NYTimes Science Times: Slices, quivers, and interior fragments of brain and mind
By design or not during a holiday season where many people try to think positive thoughts and believers offer prayers of wonderment and hope, Science Times this week does its part to boost one’s opinion of humanity. There is not a single tale of us killing Earth’s familiar climate, or sociopathology, or drug-resistant diseases. Uplifting stories of life, of invention, of music, and of cleverness abound.
An ancient church pipe organ and a new, near-identical one are the stars of Guy Gugliotta‘s lead story. The tale is not a report on science – but rather on precision craftsmanship aided by modern technology and engineers’ understanding of acoustics. It relates the near-duplication, down to where the nails go and the florid ornamentation, of an enormous, 18th century Germano-Baltic organ that does not even work but is all there for copying. The Baroque dupe is in Rochester, New York. Again, one is unsure of any research angle. But it’s that time of year, and it fits the section as well as would, say, a detailed account of how fragile dinosaur bones are turned into gleaming and essentially artificial skeletons for a natural history museum – or, for that matter, as the basis for animatronic monsters. Plus, a pipe organ at full throat pierces the conscious brain, vibrating ventricles and cortices and altering one’s mental state.

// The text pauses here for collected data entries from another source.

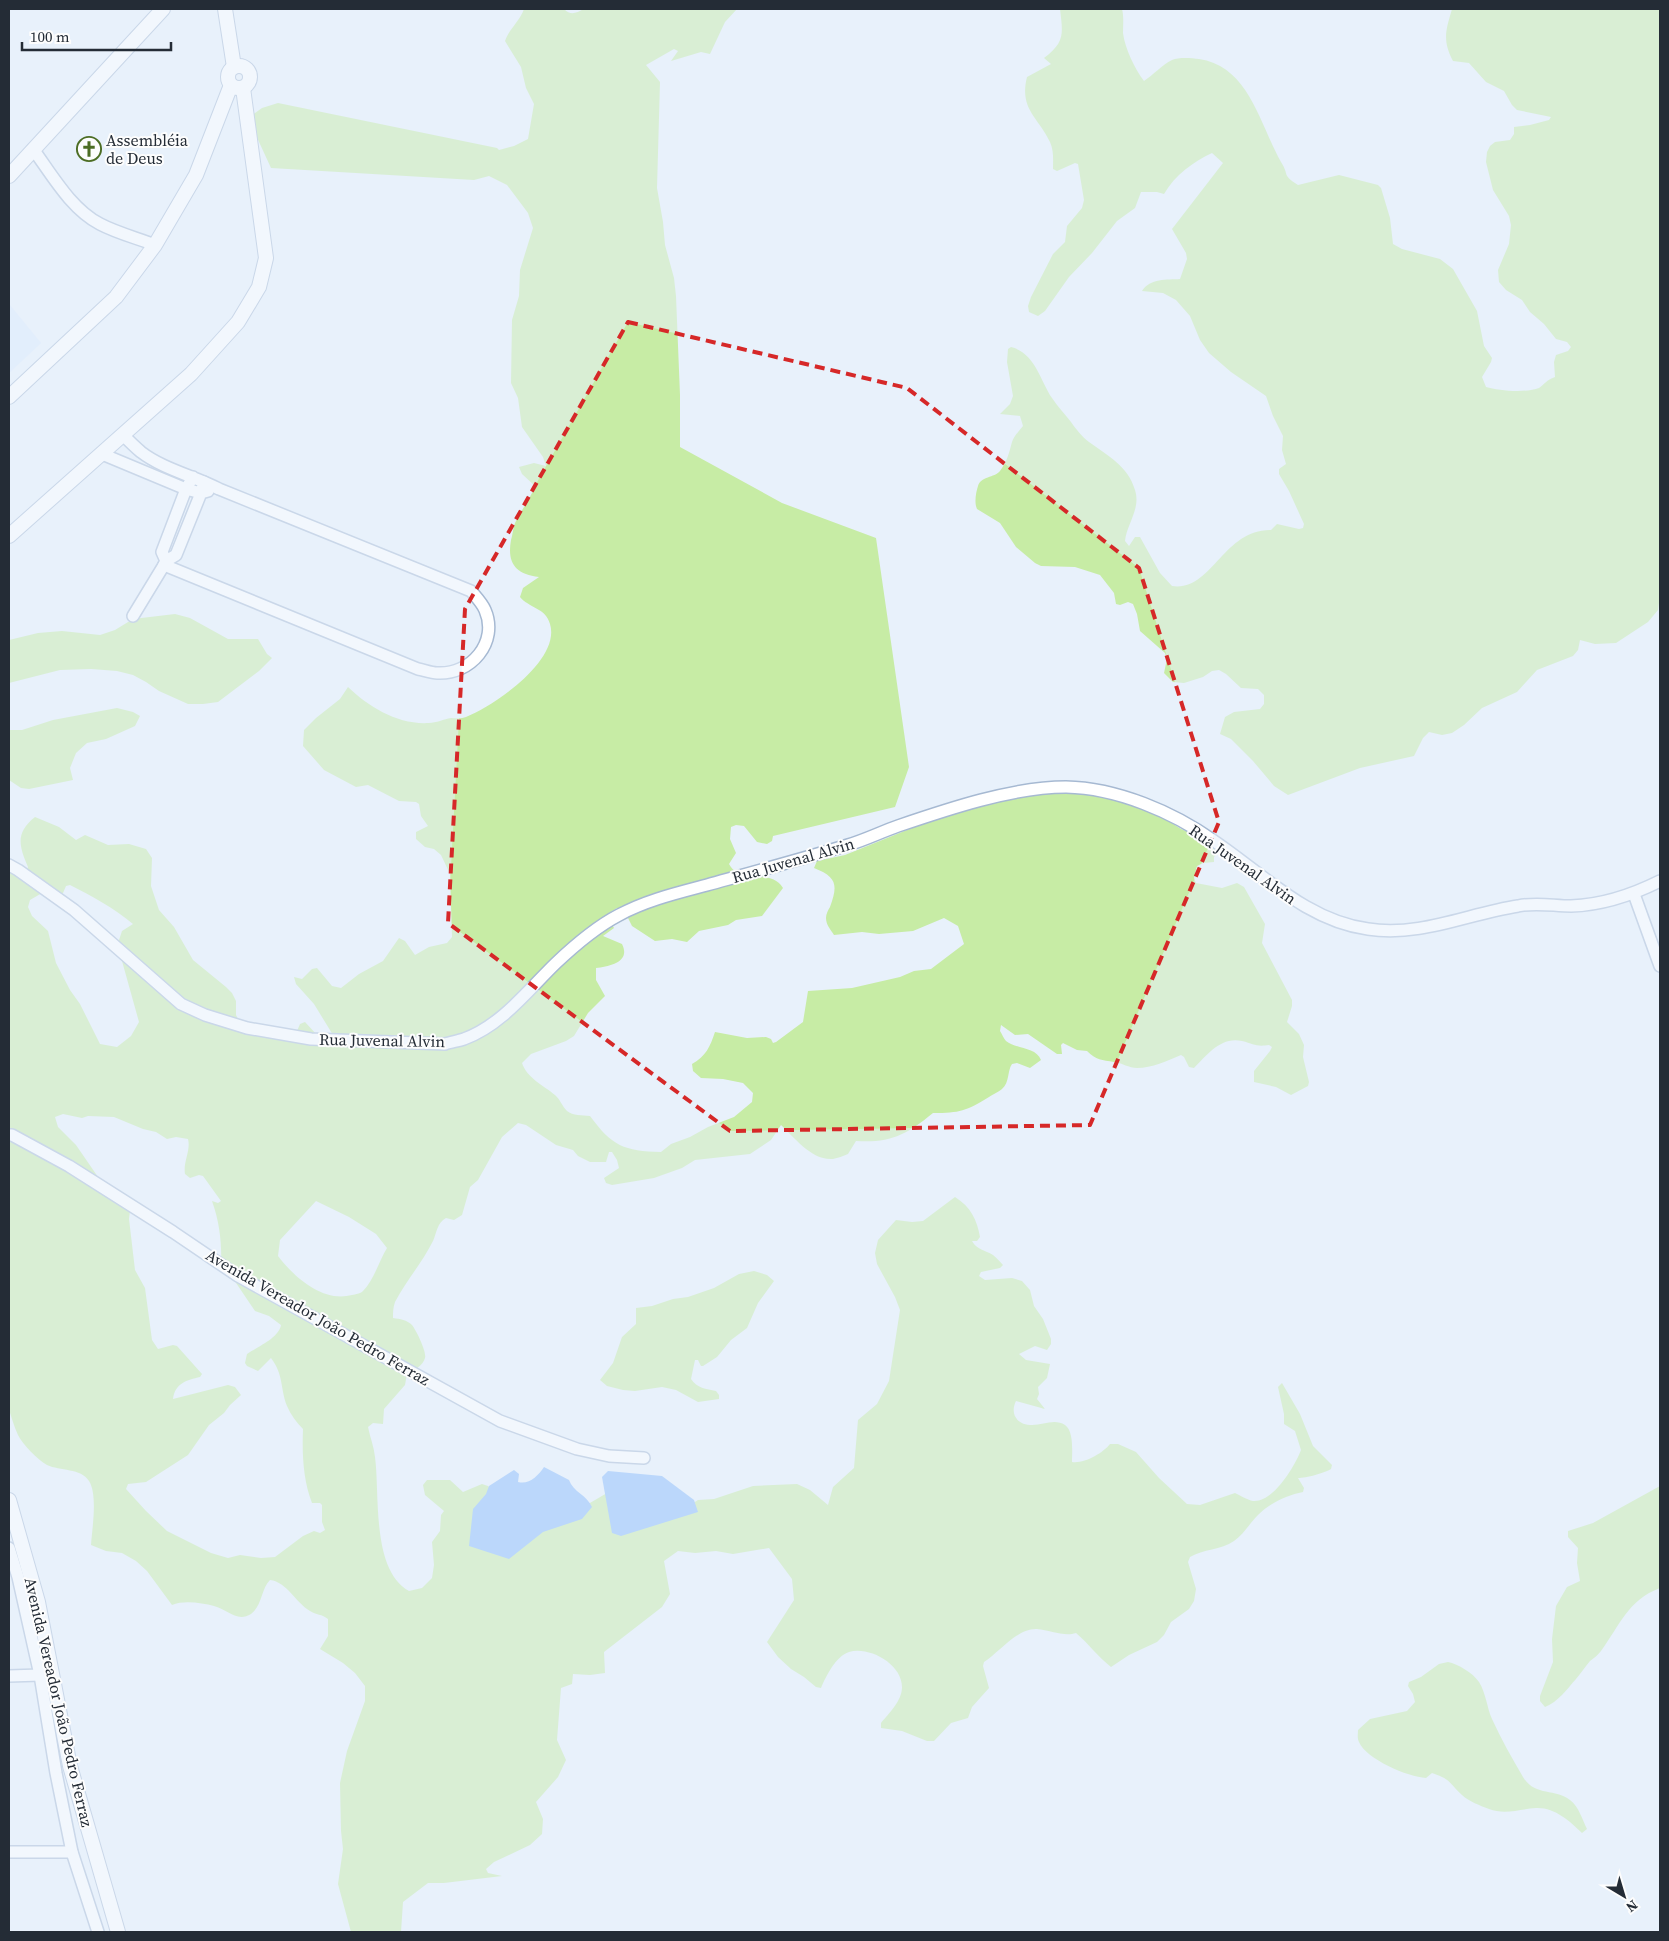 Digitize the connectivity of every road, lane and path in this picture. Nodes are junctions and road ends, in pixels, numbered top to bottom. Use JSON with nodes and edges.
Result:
{"nodes":[{"id":1,"x":163,"y":9,"type":"edge"},
{"id":2,"x":225,"y":9,"type":"edge"},
{"id":3,"x":234,"y":67,"type":"junction"},
{"id":4,"x":237,"y":87,"type":"junction"},
{"id":5,"x":33,"y":149,"type":"junction"},
{"id":6,"x":9,"y":176,"type":"edge"},
{"id":7,"x":155,"y":245,"type":"junction"},
{"id":8,"x":9,"y":397,"type":"edge"},
{"id":9,"x":123,"y":435,"type":"junction"},
{"id":10,"x":102,"y":454,"type":"junction"},
{"id":11,"x":193,"y":477,"type":"junction"},
{"id":12,"x":202,"y":487,"type":"junction"},
{"id":13,"x":186,"y":489,"type":"junction"},
{"id":14,"x":9,"y":536,"type":"edge"},
{"id":15,"x":165,"y":563,"type":"junction"},
{"id":16,"x":133,"y":616,"type":"dead end"},
{"id":17,"x":9,"y":865,"type":"edge"},
{"id":18,"x":1660,"y":881,"type":"edge"},
{"id":19,"x":1634,"y":894,"type":"junction"},
{"id":20,"x":1660,"y":966,"type":"edge"},
{"id":21,"x":9,"y":1135,"type":"edge"},
{"id":22,"x":644,"y":1458,"type":"dead end"},
{"id":23,"x":9,"y":1500,"type":"edge"},
{"id":24,"x":9,"y":1548,"type":"edge"},
{"id":25,"x":40,"y":1675,"type":"junction"},
{"id":26,"x":9,"y":1676,"type":"edge"},
{"id":27,"x":9,"y":1852,"type":"edge"},
{"id":28,"x":72,"y":1852,"type":"junction"},
{"id":29,"x":98,"y":1932,"type":"edge"},
{"id":30,"x":118,"y":1932,"type":"edge"}],
"edges":[{"from":1,"to":5,"type":"main road"},
{"from":2,"to":3,"type":"main road"},
{"from":3,"to":4,"type":"main road"},
{"from":3,"to":4,"type":"main road"},
{"from":4,"to":7,"type":"main road"},
{"from":4,"to":9,"type":"main road"},
{"from":5,"to":6,"type":"main road"},
{"from":5,"to":7,"type":"street"},
{"from":7,"to":8,"type":"main road"},
{"from":9,"to":10,"type":"main road"},
{"from":9,"to":11,"type":"street"},
{"from":10,"to":13,"type":"street"},
{"from":10,"to":14,"type":"main road"},
{"from":11,"to":12,"type":"street"},
{"from":11,"to":13,"type":"street"},
{"from":12,"to":13,"type":"street"},
{"from":12,"to":15,"type":"street"},
{"from":12,"to":15,"type":"street"},
{"from":13,"to":15,"type":"street"},
{"from":15,"to":16,"type":"street"},
{"from":17,"to":19,"type":"street","name":"Rua Juvenal Alvin"},
{"from":18,"to":19,"type":"street","name":"Rua Juvenal Alvin"},
{"from":19,"to":20,"type":"street"},
{"from":21,"to":22,"type":"street","name":"Avenida Vereador João Pedro Ferraz"},
{"from":23,"to":30,"type":"main road","name":"Avenida Vereador João Pedro Ferraz"},
{"from":24,"to":25,"type":"street"},
{"from":25,"to":26,"type":"street"},
{"from":25,"to":28,"type":"street"},
{"from":27,"to":28,"type":"street"},
{"from":28,"to":29,"type":"street"}]}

That’s a transition, awkwardly done. Two other pieces on dissecting the contents of human skulls have a stunning correspondence, even though not twinned by layout or editor’s comment. Benedict Carey writes of a Search Engine Of the Brain. The news is of a neuroanatomy project to thin-slice cadaver brains and digitize their images at unprecedented detail. Well inside, by Jascha Hoffman, is a “Scientist at Work” profile of a psychologists doing his best to chart the landscape of fleeting thoughts that ordinary people have as they go through their days, musing in words, images, melodies, inchoate urges, and more. The project, as the story notes, has objectivity problems. It relies on people to describe the contents of their own mental snapshots. We are all such liars about what we’re really thinking. But nobody apparently has tried this at all until now.
Other headlines to note:
- Natalie Angier: Sorry, Vegans: Brussels Sprouts Like to Live, Too ; A wonderful paean to the complex behaviors and strategies for survival that have evolved among plants. The Tracker, for one, is however baffled by its central theme – that the survival tactics of vegetation in any way make it, or consumption of it, an issue in the ethics of killing individuals usually reserved for sentient, perceptive, and volitional entities. That’s nuts.
- Henry Fountain ; Working as a Team, Bacteria Spin Gears ; A shorty from the Observatory roundup – one can understand it completely, with satisfaction.
- John Noble Wilford: Excavation sites Shows Distinct Living Areas Early in Stone Age; and by early, Wilford means before Homo sapiens. The site is in Israel. The news is an example of scientifically meaningful archeology – a contrast to the small media fuss this week over 2000-year-old dwelling remnants unearthed next to a church in Nazareth.
- Milt Freudenheim: Tool in Cystic Fibrosis Fight: A Registry ;
- Denise Grady : Very sick, and Now A Curiosity ; Marberg fever and a Colorado woman who somehow got through it.
- Kenneth Chang: Teachers Defying Gravity to Gain Students’ Interest ; Or, why to spend money giving science teachers unforgettable adventures.
As usual, lots more. Whole Section.
Elsewhere in this week’s NYTimes:
- Todd Woody: Desert Vistas vs. Solar Power ; On California, the Mojave National Monument, and the halt of plans by green energy investors to use some of the desert’s vast stretches to harness sunlight and wind. Woody writes that this may “complicate” alternative energy ambitions in the state. One wishes he’d indicated how badly it complicates them – there is lot of acreage out there that is not national monument or park. Ironic part is that this reports Robert F. Kennedy Jr. as among those unhappy with energy development limitations in the scenic desert (and an investor in solar farms) – isn’t he on the OTHER side of similar worries near scenic Cape Cod?